Without anchors, agents gravitate toward 3-4 and the scores become useless for prioritization. The full set of anchor examples is recorded in SCORING_PROMPT_TEMPLATE.md. Key anchors:

  • 5 (universal): feedback, boundary, causality, relation
  • 4 (genuine cross-substrate): tragedy_of_the_commons, tipping_points_or_phase_transitions, monitoring, equity
  • 3 (multi-domain, anchored): bayesian_updating, network_effect, markov_decision_processes_mdps
  • 2 (mostly domain-bounded): confounding, selection_bias, delphi_method
  • 1 (domain technique with structural framing): the catalog's domain-specific entries that are essentially methodologies

Dual-pass protocol

Each prime is scored independently by two agents (Pass A and Pass B) operating from identical inputs. Pass agreement is then evaluated:

|Δ| in composite Reconciliation method
0 Pass A's record retained, with the longer reasoning text preserved.
1 The pass with the longer (more substantive) reasoning is taken. The other pass's composite score is recorded as _alternate_pass_score for traceability.
2 or more A tiebreaker agent reads both reasonings and produces a final score with explicit engagement of both arguments.

The dual pass exists to (a) catch single-agent calibration drift, (b) surface genuinely ambiguous primes for explicit resolution rather than averaging away the disagreement.

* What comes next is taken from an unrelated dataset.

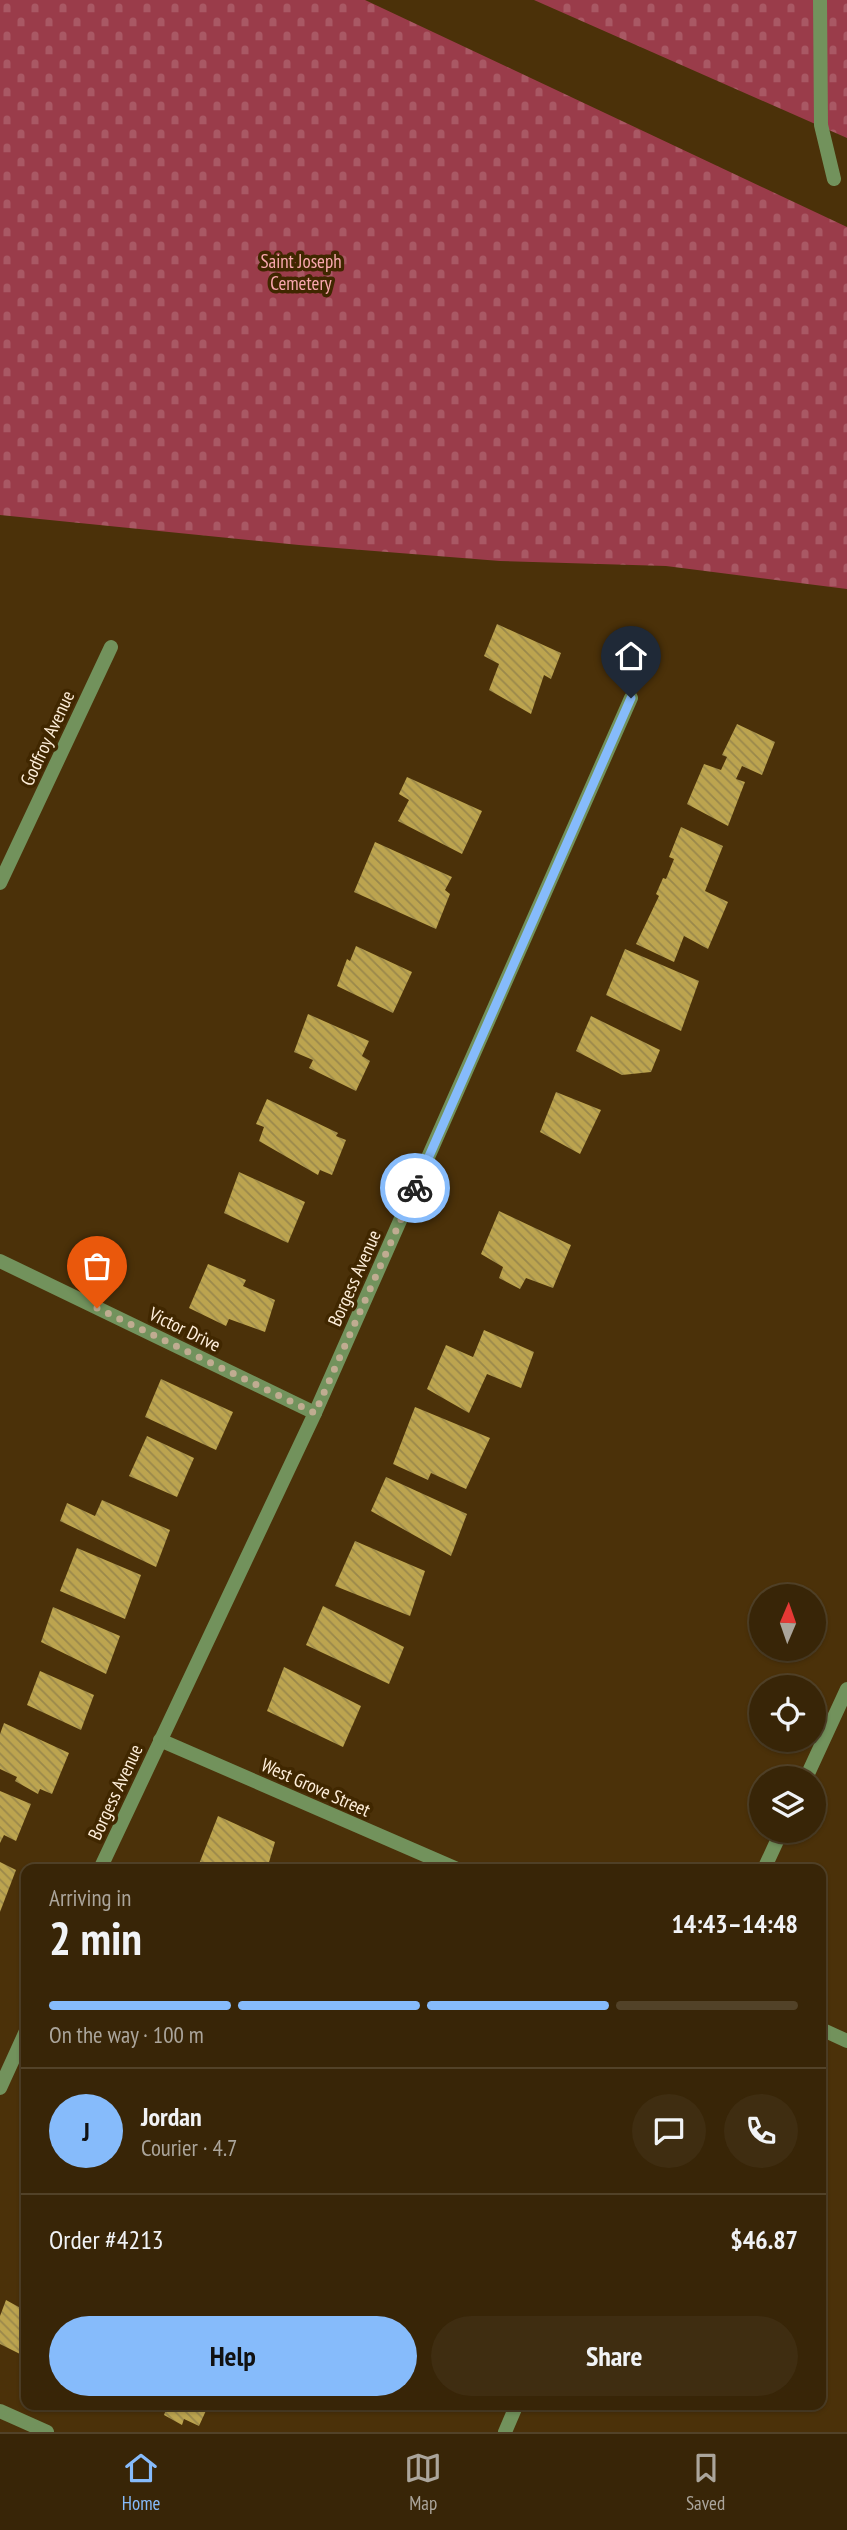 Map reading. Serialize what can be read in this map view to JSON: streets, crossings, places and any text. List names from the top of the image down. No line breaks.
{"streets":{"street":["Godfroy Avenue","Borgess Avenue","Victor Drive","West Grove Street"]},"crossings":[["Borgess Avenue","Victor Drive"],["Borgess Avenue","West Grove Street"]],"parks":["Saint Joseph Cemetery"],"north":"top","page":{"heading":["2 min","Arriving in","14:43–14:48"],"panel":["Jordan","Courier · 4.7","Order #4213","$46.87"],"bar":"On the way · 100 m","round":"J","buttons":["Help","Share"],"tabs":["Home","Map","Saved"]}} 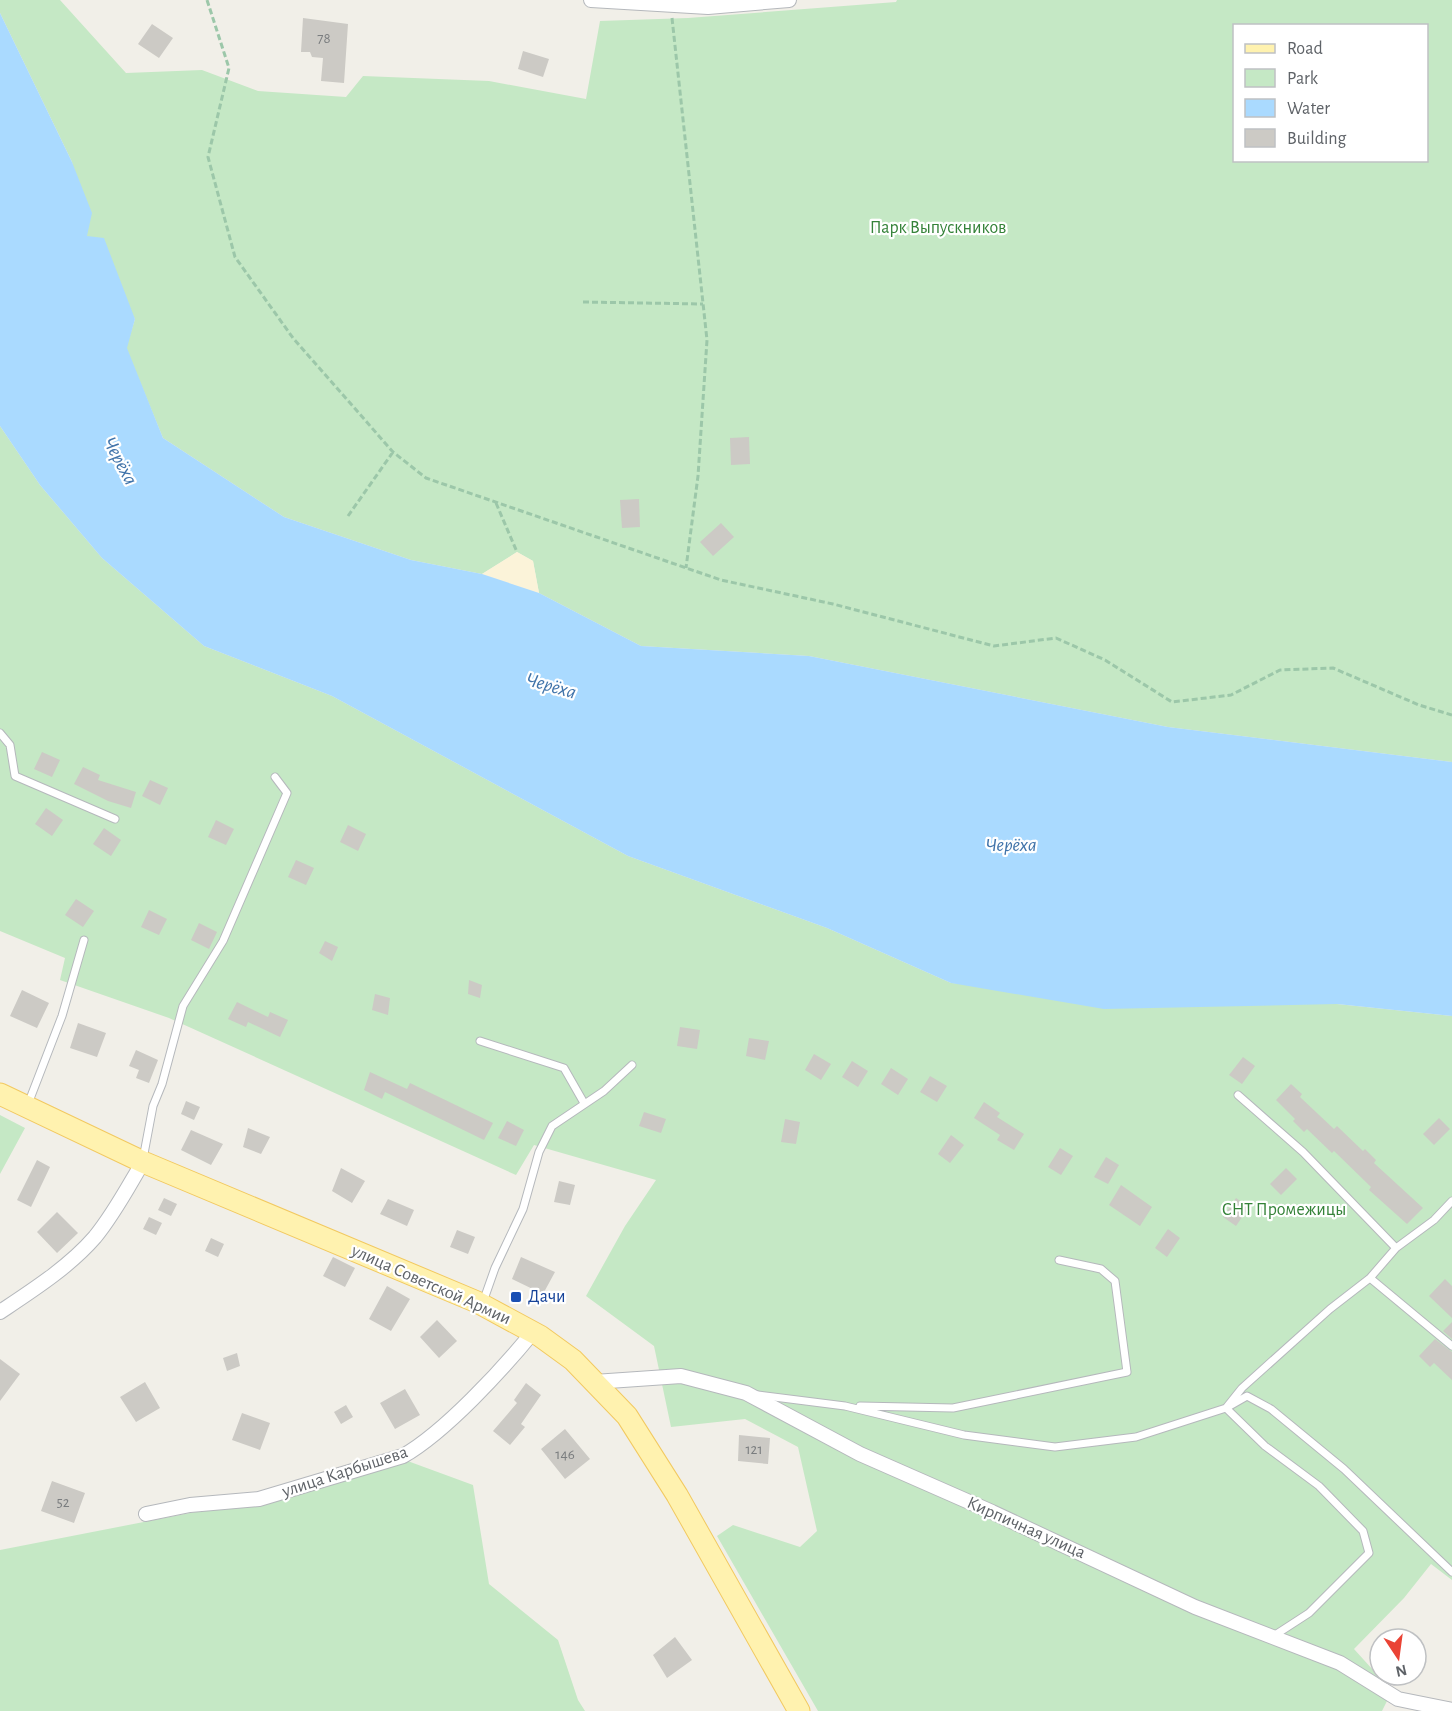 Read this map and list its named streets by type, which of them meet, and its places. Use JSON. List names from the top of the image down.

In the May 2026 run, the gap distribution across 509 dual-scored primes was:

|Δ| Primes
0 284 (56%)
1 197 (39%)
2 25 (4.9%)
3 2 (0.4%)

Total tiebreaker cases: 27.

Score-distribution characteristics

The May 2026 run produced this distribution across all 511 primes:

Composite Count %
0 (no data) 1 0.2%
1 43 8.4%
2 107 20.9%
3 126 24.7%
4 154 30.1%
5 80 15.7%

A healthy distribution — agents used the full range, and the share at 4-5 (45.8%) roughly matches my prior-conversation hypothesis that 40-50% of catalog primes carry the cross-domain transfer load.

Frontmatter integration

The reconciled scores are written into each prime_abstractions/v2/{slug}.md frontmatter as:

substrate_independence:
  composite_substrate_independence: <int 1-5>
  domain_breadth: <int 1-5>
  structural_abstraction: <int 1-5>
  transfer_evidence: <int 1-5>
  reasoning: |
    <multi-sentence paragraph from the chosen pass or tiebreaker>

Eleven primes were skipped during this run because they have no frontmatter (data-quality issues): arbitrage_finance, backcasting, causal_layered_analysis_cla, conflict_of_interest, local_autonomy_tiered_escalation, no_one_is_above_the_rules, procedural_fairness_due_process, proportionality, separation_of_powers, plus 2 others. These should be repaired in a separate catalog cleanup pass.

Re-prioritization formula

Once substrate scores exist, candidate archetype priority is re-computed:

substrate_factor = (mean_substrate_independence_of_source_primes - 1) / 4   # maps 1-5 to 0-1
substrate_weighted_score = base_score × (1 + α × substrate_factor)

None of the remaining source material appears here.